Vomiting can be a minor problem with an easy cause, such as eating too fast or eating something inedible like string, but it can also be a sign of a more serious condition if it persists. The symptoms are fairly obvious, including drooling and heaving. Vomiting can also be associated with gastrointestinal or systemic disorders.
If your cat experiences, in addition to vomiting, diarrhea and sudden weight loss and seems more lethargic, this could be a sign of a more serious condition. Avoid food and water until vomiting subsides for an hour or two, and then slowly reintroduce water and a bland diet, which helps to make sure your cat stays hydrated. Take the cat to the vet right away as soon as you can.
Feline Lower Urinary Tract Disease (FLUTD)
Not a common problem (only three percent of cats), FLUTD is a variety of diseases with different causes that can affect a cat’s urinary system. This can be caused by stones accumulating in the bladder or urethra, a bladder infection, a tumor, or stress. Diseases like hyperthyroidism and diabetes can cause lower urinary tract problems in cats. FLUTD is often diagnosed in animals around four years old, and male cats are typically more prone to it. Difficulty urinating, loss of bladder control, prolonged squatting in the litter box, strong odor in urine, and a hard abdomen may be symptoms of urinary trouble.
One of the most common health problems for cats is tapeworms, which can live in a cat’s small intestine and grow as long as two feet. Symptoms may be subtle or blatant, including vomiting and weight loss. Tapeworms often resemble small grains of rice or sesame seeds once they’ve passed through your cat’s system. Treatment can include topical medication, oral medication, or injections. Cats often get tapeworms from swallowing fleas. If you cat experiences trouble with either, treat the fleas first to prevent tapeworms from occurring again.
Fleas are one of the more common external health problems in cats and other pets, but fortunately they are easy to treat.
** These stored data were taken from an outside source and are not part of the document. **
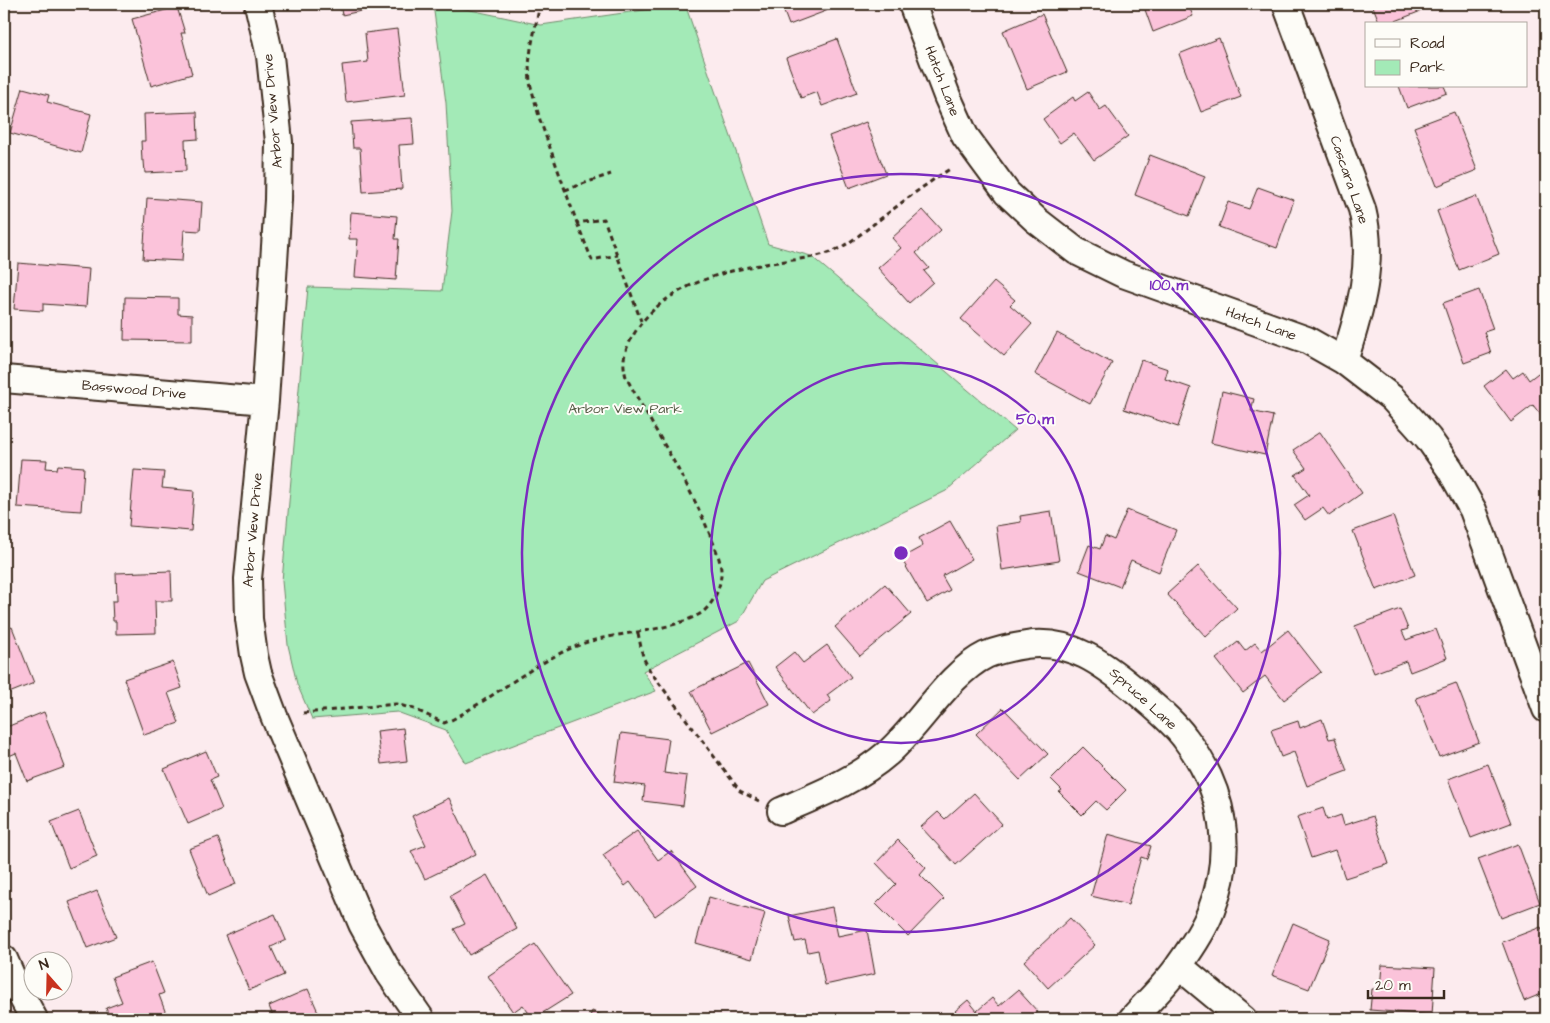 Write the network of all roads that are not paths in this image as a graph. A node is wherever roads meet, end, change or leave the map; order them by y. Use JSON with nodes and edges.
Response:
{"nodes":[{"id":1,"x":258,"y":4,"type":"edge"},
{"id":2,"x":912,"y":4,"type":"edge"},
{"id":3,"x":1286,"y":4,"type":"edge"},
{"id":4,"x":1344,"y":361,"type":"junction"},
{"id":5,"x":4,"y":379,"type":"edge"},
{"id":6,"x":265,"y":401,"type":"junction"},
{"id":7,"x":1546,"y":709,"type":"edge"},
{"id":8,"x":781,"y":811,"type":"road end"},
{"id":9,"x":4,"y":959,"type":"edge"},
{"id":10,"x":1179,"y":966,"type":"junction"},
{"id":11,"x":34,"y":1019,"type":"edge"},
{"id":12,"x":421,"y":1019,"type":"edge"},
{"id":13,"x":1132,"y":1019,"type":"edge"},
{"id":14,"x":1243,"y":1019,"type":"edge"}],
"edges":[{"from":1,"to":6,"type":"street","name":"Arbor View Drive"},
{"from":2,"to":4,"type":"street","name":"Hatch Lane"},
{"from":3,"to":4,"type":"street","name":"Cascara Lane"},
{"from":4,"to":7,"type":"street","name":"Hatch Lane"},
{"from":5,"to":6,"type":"street","name":"Basswood Drive"},
{"from":6,"to":12,"type":"street","name":"Arbor View Drive"},
{"from":8,"to":10,"type":"street","name":"Spruce Lane"},
{"from":9,"to":11,"type":"street"},
{"from":10,"to":13,"type":"street","name":"Spruce Lane"},
{"from":10,"to":14,"type":"street"}]} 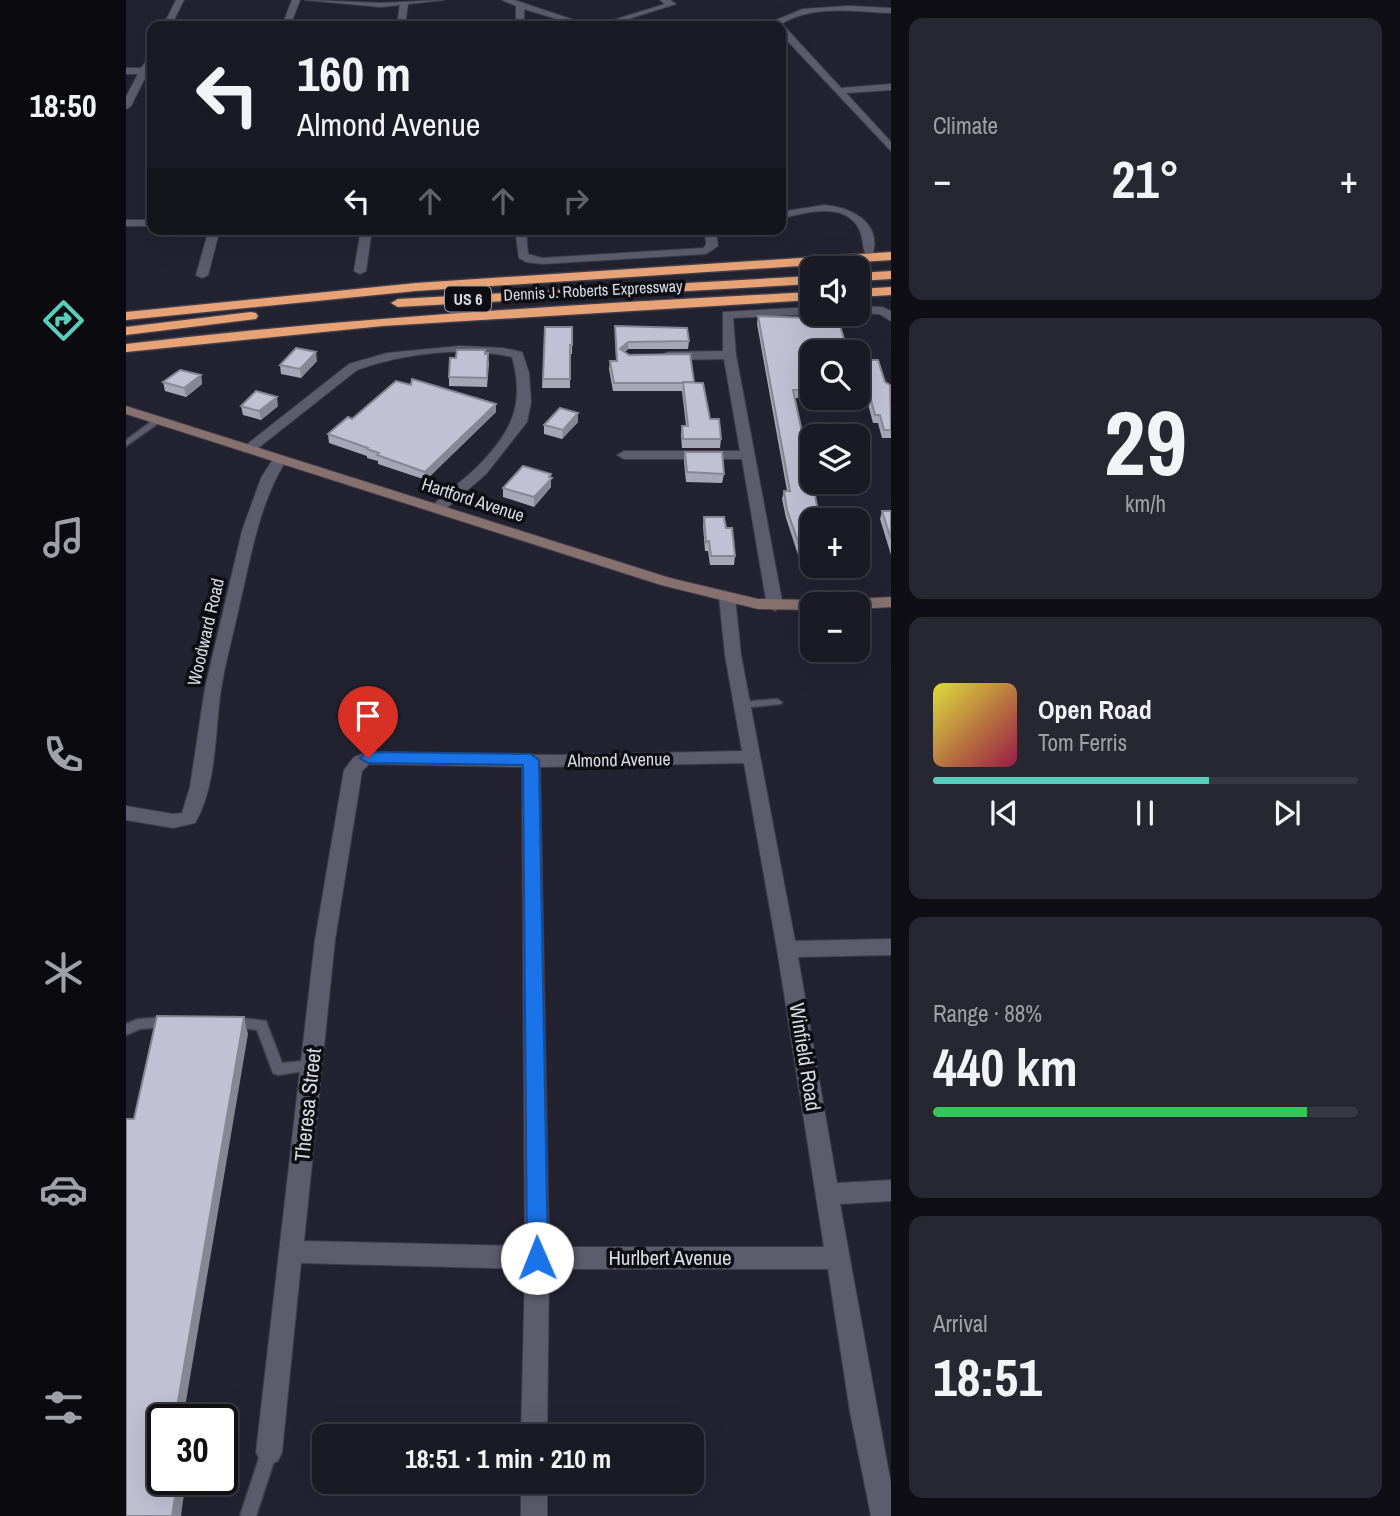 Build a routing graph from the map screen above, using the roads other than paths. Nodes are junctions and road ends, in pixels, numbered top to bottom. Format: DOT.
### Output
graph roads {
  1 [pos="180,0"];
  2 [pos="296,0"];
  3 [pos="309,0"];
  4 [pos="440,0"];
  5 [pos="506,0"];
  6 [pos="664,0"];
  7 [pos="404,4"];
  8 [pos="520,5"];
  9 [pos="889,12"];
  10 [pos="170,21"];
  11 [pos="288,21"];
  12 [pos="402,21"];
  13 [pos="520,21"];
  14 [pos="572,21"];
  15 [pos="615,21"];
  16 [pos="780,21"];
  17 [pos="786,34"];
  18 [pos="147,65"];
  19 [pos="126,71"];
  20 [pos="144,71"];
  21 [pos="138,83"];
  22 [pos="147,83"];
  23 [pos="891,87"];
  24 [pos="838,91"];
  25 [pos="126,106"];
  26 [pos="891,148"];
  27 [pos="786,215"];
  28 [pos="126,223"];
  29 [pos="147,223"];
  30 [pos="213,235"];
  31 [pos="366,235"];
  32 [pos="521,235"];
  33 [pos="711,235"];
  34 [pos="869,251"];
  35 [pos="891,258"];
  36 [pos="360,271"];
  37 [pos="202,275"];
  38 [pos="575,275"];
  39 [pos="891,275"];
  40 [pos="870,276"];
  41 [pos="800,281"];
  42 [pos="891,291"];
  43 [pos="870,292"];
  44 [pos="800,297"];
  45 [pos="891,298"];
  46 [pos="870,299"];
  47 [pos="126,302"];
  48 [pos="800,311"];
  49 [pos="870,311"];
  50 [pos="126,316"];
  51 [pos="891,317"];
  52 [pos="126,331"];
  53 [pos="126,348"];
  54 [pos="730,355"];
  55 [pos="653,356"];
  56 [pos="126,410"];
  57 [pos="159,420"];
  58 [pos="126,444"];
  59 [pos="248,449"];
  60 [pos="624,454"];
  61 [pos="750,455"];
  62 [pos="279,459"];
  63 [pos="437,509"];
  64 [pos="727,597"];
  65 [pos="891,602"];
  66 [pos="870,603"];
  67 [pos="800,605"];
  68 [pos="775,606"];
  69 [pos="777,702"];
  70 [pos="742,705"];
  71 [pos="752,757"];
  72 [pos="531,760"];
  73 [pos="360,761"];
  74 [pos="126,813"];
  75 [pos="891,947"];
  76 [pos="787,949"];
  77 [pos="221,1020"];
  78 [pos="180,1021"];
  79 [pos="126,1030"];
  80 [pos="312,1065"];
  81 [pos="891,1190"];
  82 [pos="827,1194"];
  83 [pos="292,1252"];
  84 [pos="537,1258"];
  85 [pos="838,1258"];
  86 [pos="534,1424"];
  87 [pos="269,1452"];
  88 [pos="534,1494"];
  89 [pos="886,1507"];
  90 [pos="248,1516"];
  91 [pos="534,1516"];
  1 -- 10 [label="street"];
  2 -- 11 [label="street"];
  3 -- 7 [label="street"];
  4 -- 7 [label="street"];
  5 -- 8 [label="street"];
  6 -- 15 [label="street"];
  7 -- 12 [label="street"];
  8 -- 13 [label="street"];
  8 -- 14 [label="street"];
  9 -- 16 [label="street"];
  17 -- 24 [label="street"];
  18 -- 20 [label="street"];
  19 -- 20 [label="street"];
  20 -- 21 [label="street"];
  21 -- 22 [label="street"];
  21 -- 25 [label="street"];
  23 -- 24 [label="street"];
  24 -- 26 [label="street"];
  27 -- 34 [label="street"];
  28 -- 29 [label="street"];
  30 -- 37 [label="street"];
  31 -- 36 [label="street"];
  32 -- 33 [label="street"];
  35 -- 38 [label="highway"];
  38 -- 47 [label="highway"];
  38 -- 50 [label="highway"];
  39 -- 40 [label="highway"];
  41 -- 52 [label="highway, Dennis J. Roberts Expressway / US 6"];
  42 -- 43 [label="highway"];
  44 -- 53 [label="highway, Dennis J. Roberts Expressway / US 6"];
  45 -- 46 [label="highway"];
  48 -- 54 [label="street"];
  49 -- 51 [label="street"];
  54 -- 55 [label="street"];
  54 -- 61 [label="street"];
  56 -- 57 [label="main road, Hartford Avenue"];
  57 -- 58 [label="lane"];
  57 -- 59 [label="main road, Hartford Avenue"];
  59 -- 62 [label="main road, Hartford Avenue"];
  59 -- 63 [label="street"];
  60 -- 61 [label="street"];
  61 -- 68 [label="street"];
  62 -- 63 [label="main road, Hartford Avenue"];
  62 -- 74 [label="street, Woodward Road"];
  63 -- 64 [label="main road, Hartford Avenue"];
  64 -- 68 [label="main road, Hartford Avenue"];
  64 -- 70 [label="street, Winfield Road"];
  65 -- 66 [label="main road"];
  67 -- 68 [label="main road, Hartford Avenue"];
  69 -- 70 [label="lane"];
  70 -- 71 [label="street, Winfield Road"];
  71 -- 72 [label="street, Almond Avenue"];
  71 -- 76 [label="street, Winfield Road"];
  72 -- 73 [label="street, Almond Avenue"];
  72 -- 84 [label="street"];
  73 -- 80 [label="street, Theresa Street"];
  75 -- 76 [label="street"];
  76 -- 82 [label="street, Winfield Road"];
  77 -- 80 [label="lane"];
  78 -- 79 [label="lane"];
  80 -- 83 [label="street, Theresa Street"];
  81 -- 82 [label="street"];
  82 -- 85 [label="street, Winfield Road"];
  83 -- 84 [label="street, Hurlbert Avenue"];
  83 -- 87 [label="street, Theresa Street"];
  84 -- 85 [label="street, Hurlbert Avenue"];
  84 -- 86 [label="street"];
  85 -- 89 [label="street, Winfield Road"];
  87 -- 90 [label="lane"];
  88 -- 91 [label="street"];
} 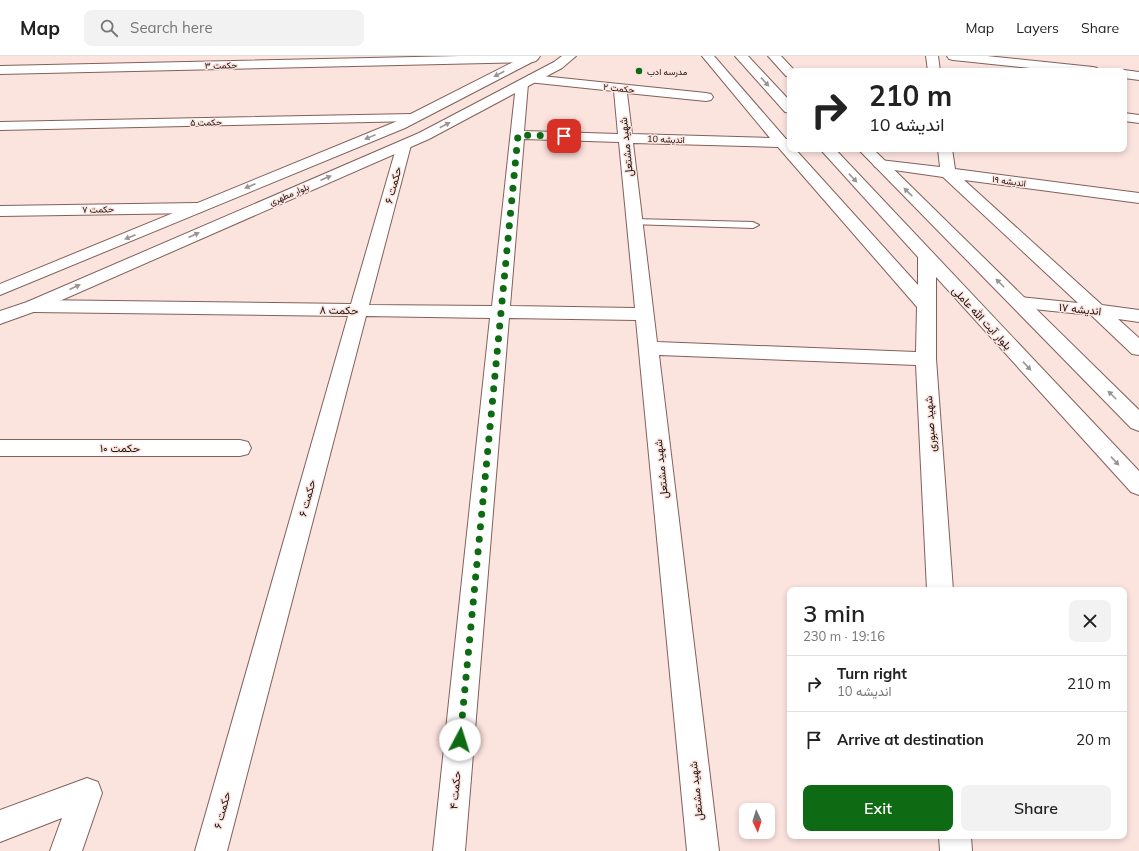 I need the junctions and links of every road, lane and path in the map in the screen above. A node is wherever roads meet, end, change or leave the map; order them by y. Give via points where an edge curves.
1 (26, 56) edge
2 (570, 56) edge
3 (708, 56) edge
4 (741, 56) edge
5 (774, 56) edge
6 (932, 56) edge
7 (953, 56) edge
8 (533, 57) edge
9 (934, 68) edge
10 (1066, 68) edge
11 (787, 70) edge
12 (2, 72) edge
13 (1127, 74) edge
14 (1139, 76) edge
15 (527, 81) junction
16 (620, 88) junction
17 (706, 97) dead end
18 (787, 106) edge
19 (1127, 117) edge
20 (412, 118) junction
21 (1139, 119) edge
22 (0, 126) edge
23 (518, 135) junction
24 (625, 138) junction
25 (786, 143) edge
26 (404, 145) junction
27 (794, 152) edge
28 (830, 152) edge
29 (868, 152) edge
30 (945, 152) edge
31 (880, 164) junction
32 (948, 173) junction
33 (1139, 198) edge
34 (197, 208) junction
35 (0, 210) edge
36 (634, 222) junction
37 (753, 226) dead end
38 (927, 258) junction
39 (0, 290) edge
40 (1020, 303) junction
41 (926, 305) junction
42 (33, 306) junction
43 (359, 310) junction
44 (1096, 310) junction
45 (501, 312) junction
46 (644, 314) junction
47 (1139, 316) edge
48 (0, 318) edge
49 (648, 348) junction
50 (1139, 350) edge
51 (926, 359) junction
52 (1139, 423) edge
53 (0, 448) edge
54 (240, 448) dead end
55 (1139, 486) edge
56 (940, 587) edge
57 (0, 826) edge
58 (955, 839) edge
59 (66, 851) edge
60 (211, 851) edge
61 (449, 851) edge
62 (702, 851) edge
63 (956, 851) edge

1 - 12 street
2 - 15 street, بلوار مطهری
3 - 25 street
4 -> 18 street
5 - 11 street
6 - 9 street
7 - 10 street
8 - 12 street, حکمت ۳
8 -> 20 street, بلوار مطهری
13 - 14 street
15 - 16 street, حکمت ۲
15 - 23 street, حکمت ۴
26 -> 15 street, بلوار مطهری
16 - 17 street, حکمت ۲
16 - 24 street, شهید مشتعل
19 - 21 street
20 - 22 street, حکمت ۵
20 -> 34 street, بلوار مطهری
23 - 24 street, اندیشه 10
23 - 45 street, حکمت ۴
24 - 25 street, اندیشه 10
24 - 36 street, شهید مشتعل
42 -> 26 street, بلوار مطهری
26 - 43 street, حکمت ۶
27 - 41 street
28 -> 38 street, بلوار آیت‌ الله عاملی
29 - 31 street
30 - 32 street
31 - 32 street, اندیشه ۱۹
40 -> 31 street
32 - 33 street, اندیشه ۱۹
32 - 44 street
34 - 35 street, حکمت ۷
34 -> 39 street, بلوار مطهری
36 - 37 lane
36 - 46 street, شهید مشتعل
38 - 41 street, شهید صبوری
38 -> 55 street, بلوار آیت‌ الله عاملی
40 - 44 street, اندیشه ۱۷
52 -> 40 street
41 - 51 street, شهید صبوری
42 - 43 street, حکمت ۸
42 - 48 street, بلوار مطهری
43 - 45 street, حکمت ۸
43 - 60 street, حکمت ۶
44 - 47 street, اندیشه ۱۷
44 - 50 street
45 - 46 street, حکمت ۸
45 - 61 street, حکمت ۴
46 - 49 street, شهید مشتعل
49 - 51 street
49 - 62 street, شهید مشتعل
51 - 56 street, شهید صبوری
53 - 54 street, حکمت ۱۰
57 - 59 street via 87,793
58 - 63 street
If you suspect your cat might have fleas, try to look for tiny black dots, constant scratching, frequent licking, red or irritated skin, hair loss, and skin infections.
If the problem persists, your cat is at risk for developing anemia, so treat your cat’s flea problem as soon as possible to prevent future infestations. Talk to your vet about flea control and what is best for your cat. Treatments may include oral medication, powders, foam, and topical medication. For bleeding caused by extensive scratching, an antibiotic ointment and Manuka honey can go a long way.